Daniel Anthony Martin was ‘absolutely devastated’ when both grandparents died within a short period, solicitor Joanne Gatens told Sunderland Magistrates’ Court yesterday.

Martin, 26, admitted possession of cannabis and cocaine when he appeared yesterday.

John McGlone, prosecuting, told the court Martin’s car had been pulled over in September.

After being told the vehicle would be searched, he admitted there was a ‘spliff’ containing cannabis bush in the driver’s door pocket and a cannabis grinder on the back seat.

A search of his home in Owen Drive, West Boldon, found a ‘white, crumbly substance’, which tests confirmed was 41.6g of cocaine, at the back of a wardrobe. Mrs Gatens told the court Martin had moved into his grandparents’ home after their deaths, but being surrounded by constant reminders of them made it more difficult to move on.

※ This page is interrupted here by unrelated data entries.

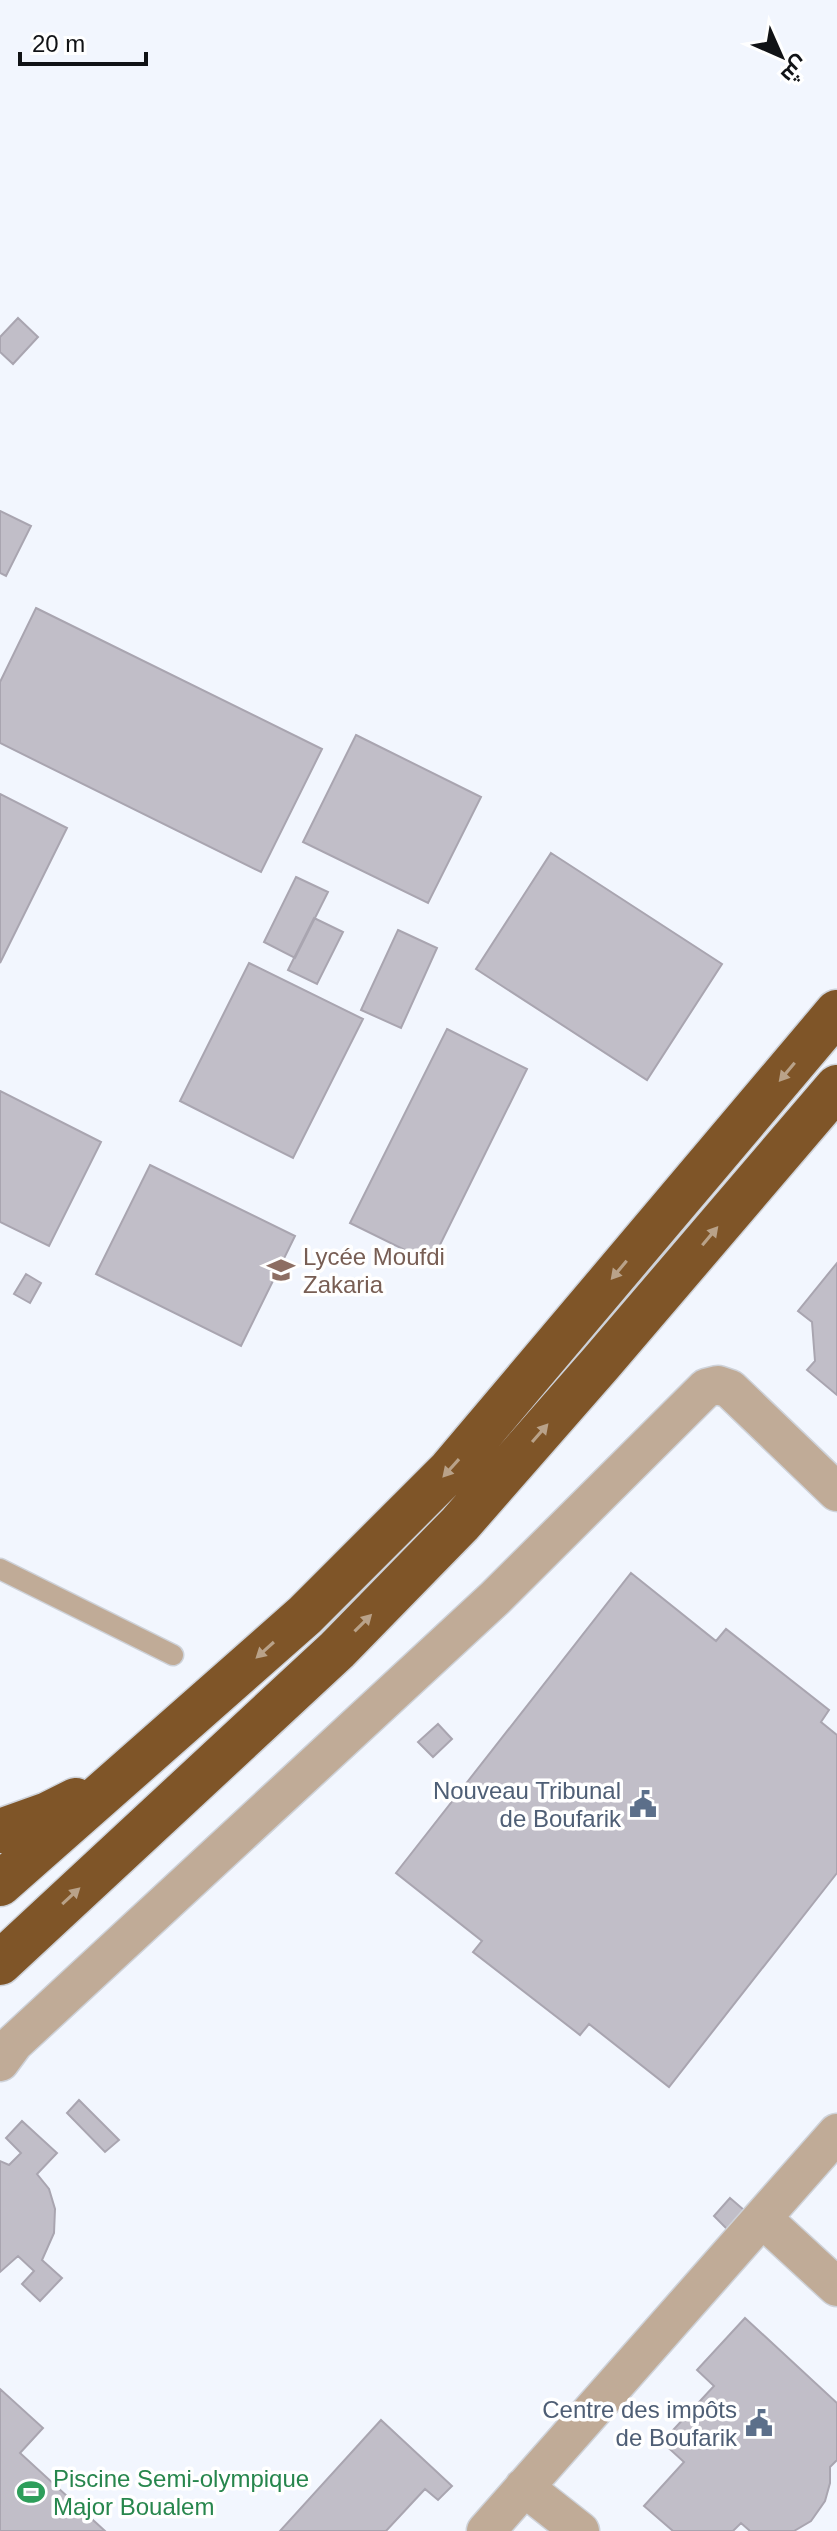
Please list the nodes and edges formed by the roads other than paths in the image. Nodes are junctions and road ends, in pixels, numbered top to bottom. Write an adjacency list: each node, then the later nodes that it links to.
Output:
1 (837, 1012): 6 (highway, one-way to 6)
2 (837, 1087): 9 (highway, one-way to 2)
3 (837, 1492): 10 (street)
4 (0, 1569): 5 (lane)
5 (173, 1655)
6 (121, 1778): 7 (highway); 8 (highway)
7 (0, 1831)
8 (0, 1884)
9 (7, 1956)
10 (0, 2062)
11 (837, 2133): 12 (street)
12 (762, 2218): 13 (street); 14 (street)
13 (837, 2287)
14 (524, 2487): 15 (street); 16 (street)
15 (486, 2531)
16 (580, 2531)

He had been recommended to try cocaine and found it alleviated his grief ‘for a short period’. “He was soon using it to extreme excess,” said Mrs Gatens.

“He accepts he was out of control, off the rails, to use all those phrases.”

He had bought such a large amount of cocaine because it was cheaper, but had soon realised it was the wrong way to cope.

“The one thing his grandmother always said to him was to steer clear of drugs, so it was counter-productive to continue to use cocaine,” said Mrs Gatens.

“He put it in a bag at the back of the wardrobe and while he accepts that, obviously, he knew it was there, he had not thought about it for some time.At the time the police found it, he had stopped entirely. That is why it was at the back of the wardrobe.”

Martin found work and was getting his life back on track. Mrs Gatens urged magistrates not to do anything to derail his efforts.

“This young man has lots of positive aspects of his life,” she said. “He has some issues he has dealt with and others he needs to deal with.”

Magistrates jailed Martin for 16 weeks, suspended for a year, and ordered him to carry out 150 hours’ unpaid work.